In July I spent some time back up in my Diva Den, painting and crafting. I created a Get-a-Life Tree of leisure activities I used to enjoy and made plans to try some of them again. I watched complete movies and read entire books instead of just pages. I continued the updates in the house, and Peggy fixed the hole in the wall. She came here, and I went to her house also. In August I was ready for a vacation and rode my motorcycle again. I noted I was feeling more like me again. It was now I started thinking about writing a book on the grieving experience. But for some reason, I also started worrying about money, and I thought about moving. September I met with a realtor about selling the house, but had out-of-state work trips to Minnesota and Seattle, and made a side trip to Los Angeles, so no time to decide.
Feeling like I was capable of making good decisions again, I gave notice at my job in October, started my blog, and at the one-year anniversary of Kevin’s passing, I began my personal sabbatical. In December I was finally able to catch up on my sleep and get comfortable being in my house, just me (and the dogs). I visited the kids for the holidays, and when I returned to Virginia, I knew I was home. I didn’t want to leave anymore. I started reading a book a day, cooking for myself, and making plans for the coming year. On January 4, I wrote that I was “feeling good, optimistic, interested, and open.”

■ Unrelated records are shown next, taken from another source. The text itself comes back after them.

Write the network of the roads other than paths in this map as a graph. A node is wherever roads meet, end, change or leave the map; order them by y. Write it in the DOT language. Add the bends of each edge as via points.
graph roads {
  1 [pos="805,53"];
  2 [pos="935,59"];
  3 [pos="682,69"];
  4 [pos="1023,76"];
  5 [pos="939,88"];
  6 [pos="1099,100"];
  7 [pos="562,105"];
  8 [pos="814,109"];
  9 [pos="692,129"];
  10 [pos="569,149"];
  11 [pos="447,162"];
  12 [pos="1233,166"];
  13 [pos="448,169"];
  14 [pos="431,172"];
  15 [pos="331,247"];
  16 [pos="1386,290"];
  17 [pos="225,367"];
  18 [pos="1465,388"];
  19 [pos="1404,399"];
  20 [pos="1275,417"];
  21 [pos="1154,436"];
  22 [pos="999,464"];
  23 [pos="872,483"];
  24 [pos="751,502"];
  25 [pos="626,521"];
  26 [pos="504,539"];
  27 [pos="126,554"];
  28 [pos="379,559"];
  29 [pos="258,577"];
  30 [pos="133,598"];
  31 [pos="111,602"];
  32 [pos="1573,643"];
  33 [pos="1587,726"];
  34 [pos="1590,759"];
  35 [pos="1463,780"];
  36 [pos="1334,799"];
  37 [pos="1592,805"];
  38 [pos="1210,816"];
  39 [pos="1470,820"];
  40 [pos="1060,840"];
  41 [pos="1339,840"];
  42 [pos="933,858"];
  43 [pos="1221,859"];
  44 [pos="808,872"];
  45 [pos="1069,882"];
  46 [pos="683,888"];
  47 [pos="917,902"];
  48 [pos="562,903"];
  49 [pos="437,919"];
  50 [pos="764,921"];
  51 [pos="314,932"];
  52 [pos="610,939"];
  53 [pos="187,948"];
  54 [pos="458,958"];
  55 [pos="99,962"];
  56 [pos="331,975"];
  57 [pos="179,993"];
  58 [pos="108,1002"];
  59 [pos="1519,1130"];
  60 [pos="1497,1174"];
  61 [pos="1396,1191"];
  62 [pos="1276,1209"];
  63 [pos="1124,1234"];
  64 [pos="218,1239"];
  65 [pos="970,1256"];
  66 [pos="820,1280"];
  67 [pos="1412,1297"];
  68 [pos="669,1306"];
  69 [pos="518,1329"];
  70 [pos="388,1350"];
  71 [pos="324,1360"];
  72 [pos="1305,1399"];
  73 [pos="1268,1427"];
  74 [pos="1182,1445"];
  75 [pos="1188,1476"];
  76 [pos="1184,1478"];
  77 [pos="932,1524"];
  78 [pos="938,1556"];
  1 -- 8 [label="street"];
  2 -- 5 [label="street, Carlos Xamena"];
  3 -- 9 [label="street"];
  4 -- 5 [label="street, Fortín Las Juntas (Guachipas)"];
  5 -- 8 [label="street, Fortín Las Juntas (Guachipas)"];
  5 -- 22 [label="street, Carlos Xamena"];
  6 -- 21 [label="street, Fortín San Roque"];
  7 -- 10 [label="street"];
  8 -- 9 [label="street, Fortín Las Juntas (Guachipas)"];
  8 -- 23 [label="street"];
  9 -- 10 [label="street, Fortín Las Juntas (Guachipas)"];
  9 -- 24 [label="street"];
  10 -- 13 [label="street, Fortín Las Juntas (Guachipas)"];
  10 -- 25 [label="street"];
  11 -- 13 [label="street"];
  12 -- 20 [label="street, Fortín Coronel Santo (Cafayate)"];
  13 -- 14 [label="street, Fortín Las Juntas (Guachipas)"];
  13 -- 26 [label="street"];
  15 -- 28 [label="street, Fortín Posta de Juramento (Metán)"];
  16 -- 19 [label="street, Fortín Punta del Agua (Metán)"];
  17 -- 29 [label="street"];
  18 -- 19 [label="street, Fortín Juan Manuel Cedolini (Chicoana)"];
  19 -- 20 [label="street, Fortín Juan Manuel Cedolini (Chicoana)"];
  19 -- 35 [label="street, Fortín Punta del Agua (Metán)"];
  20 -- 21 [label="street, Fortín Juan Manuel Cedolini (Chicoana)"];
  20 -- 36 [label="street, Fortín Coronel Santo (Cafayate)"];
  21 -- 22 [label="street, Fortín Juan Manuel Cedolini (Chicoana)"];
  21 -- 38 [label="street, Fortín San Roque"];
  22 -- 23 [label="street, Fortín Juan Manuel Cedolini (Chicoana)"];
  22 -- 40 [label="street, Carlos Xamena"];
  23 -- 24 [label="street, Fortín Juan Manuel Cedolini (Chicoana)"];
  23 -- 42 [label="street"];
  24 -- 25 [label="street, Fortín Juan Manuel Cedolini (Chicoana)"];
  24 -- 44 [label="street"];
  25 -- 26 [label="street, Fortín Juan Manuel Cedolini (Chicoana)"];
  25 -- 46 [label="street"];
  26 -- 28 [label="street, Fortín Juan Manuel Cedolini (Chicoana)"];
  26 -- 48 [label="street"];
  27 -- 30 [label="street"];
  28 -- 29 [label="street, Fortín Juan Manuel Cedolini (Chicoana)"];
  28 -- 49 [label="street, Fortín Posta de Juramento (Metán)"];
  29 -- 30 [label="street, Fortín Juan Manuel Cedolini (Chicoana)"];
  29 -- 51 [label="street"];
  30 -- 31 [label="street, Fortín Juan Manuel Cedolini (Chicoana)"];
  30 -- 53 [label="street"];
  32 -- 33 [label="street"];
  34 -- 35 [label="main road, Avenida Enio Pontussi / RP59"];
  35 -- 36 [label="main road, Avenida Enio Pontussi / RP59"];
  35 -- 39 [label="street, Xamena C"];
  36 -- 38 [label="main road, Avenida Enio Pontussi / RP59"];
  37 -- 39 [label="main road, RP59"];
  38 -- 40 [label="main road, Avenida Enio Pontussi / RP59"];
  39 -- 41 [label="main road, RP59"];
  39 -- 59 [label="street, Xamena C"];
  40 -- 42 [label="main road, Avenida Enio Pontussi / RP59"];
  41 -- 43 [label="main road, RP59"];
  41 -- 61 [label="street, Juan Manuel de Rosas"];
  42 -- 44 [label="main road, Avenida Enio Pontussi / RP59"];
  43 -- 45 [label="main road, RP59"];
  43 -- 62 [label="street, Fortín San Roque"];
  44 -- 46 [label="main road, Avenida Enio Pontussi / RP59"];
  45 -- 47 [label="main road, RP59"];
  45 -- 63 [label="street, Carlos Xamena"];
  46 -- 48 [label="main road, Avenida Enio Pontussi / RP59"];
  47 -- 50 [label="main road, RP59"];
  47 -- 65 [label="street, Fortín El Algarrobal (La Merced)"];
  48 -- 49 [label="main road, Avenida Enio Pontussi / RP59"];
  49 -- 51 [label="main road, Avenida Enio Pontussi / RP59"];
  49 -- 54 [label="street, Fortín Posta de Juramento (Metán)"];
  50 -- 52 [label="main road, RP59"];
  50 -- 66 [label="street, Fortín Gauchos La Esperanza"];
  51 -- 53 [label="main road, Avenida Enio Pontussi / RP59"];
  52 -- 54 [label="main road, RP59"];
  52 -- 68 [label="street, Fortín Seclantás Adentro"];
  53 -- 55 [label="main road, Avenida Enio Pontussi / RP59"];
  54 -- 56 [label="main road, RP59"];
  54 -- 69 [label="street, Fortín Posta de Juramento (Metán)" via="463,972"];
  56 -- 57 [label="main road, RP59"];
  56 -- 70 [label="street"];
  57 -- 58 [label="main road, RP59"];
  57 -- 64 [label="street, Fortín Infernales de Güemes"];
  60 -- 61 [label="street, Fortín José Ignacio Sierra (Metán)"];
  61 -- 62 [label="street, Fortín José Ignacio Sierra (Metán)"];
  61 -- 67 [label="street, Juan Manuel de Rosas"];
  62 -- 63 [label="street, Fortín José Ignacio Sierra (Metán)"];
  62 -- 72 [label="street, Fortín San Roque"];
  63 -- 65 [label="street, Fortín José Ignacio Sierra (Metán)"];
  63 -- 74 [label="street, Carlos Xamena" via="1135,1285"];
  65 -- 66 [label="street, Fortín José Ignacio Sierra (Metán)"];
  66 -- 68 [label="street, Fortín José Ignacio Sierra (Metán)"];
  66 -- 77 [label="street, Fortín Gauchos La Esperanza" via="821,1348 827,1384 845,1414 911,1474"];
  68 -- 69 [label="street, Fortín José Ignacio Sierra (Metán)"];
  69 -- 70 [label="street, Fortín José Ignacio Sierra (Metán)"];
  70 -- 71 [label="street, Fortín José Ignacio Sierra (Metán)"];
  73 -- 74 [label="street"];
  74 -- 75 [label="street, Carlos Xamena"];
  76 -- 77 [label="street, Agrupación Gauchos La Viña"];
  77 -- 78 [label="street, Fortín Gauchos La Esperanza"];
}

It was a long way into the depths of my grieving, but I am clearly well on my way out now. I have the occasional sad moments still, but I can think of other things besides him and us and poor me. I still tell him about my day, and include him in my prayers, and ask him for advice. It appears I have survived the worst of it, and yes, I know I’m not totally through the weeds or out of the woods yet. I am still wandering but definitely am not lost.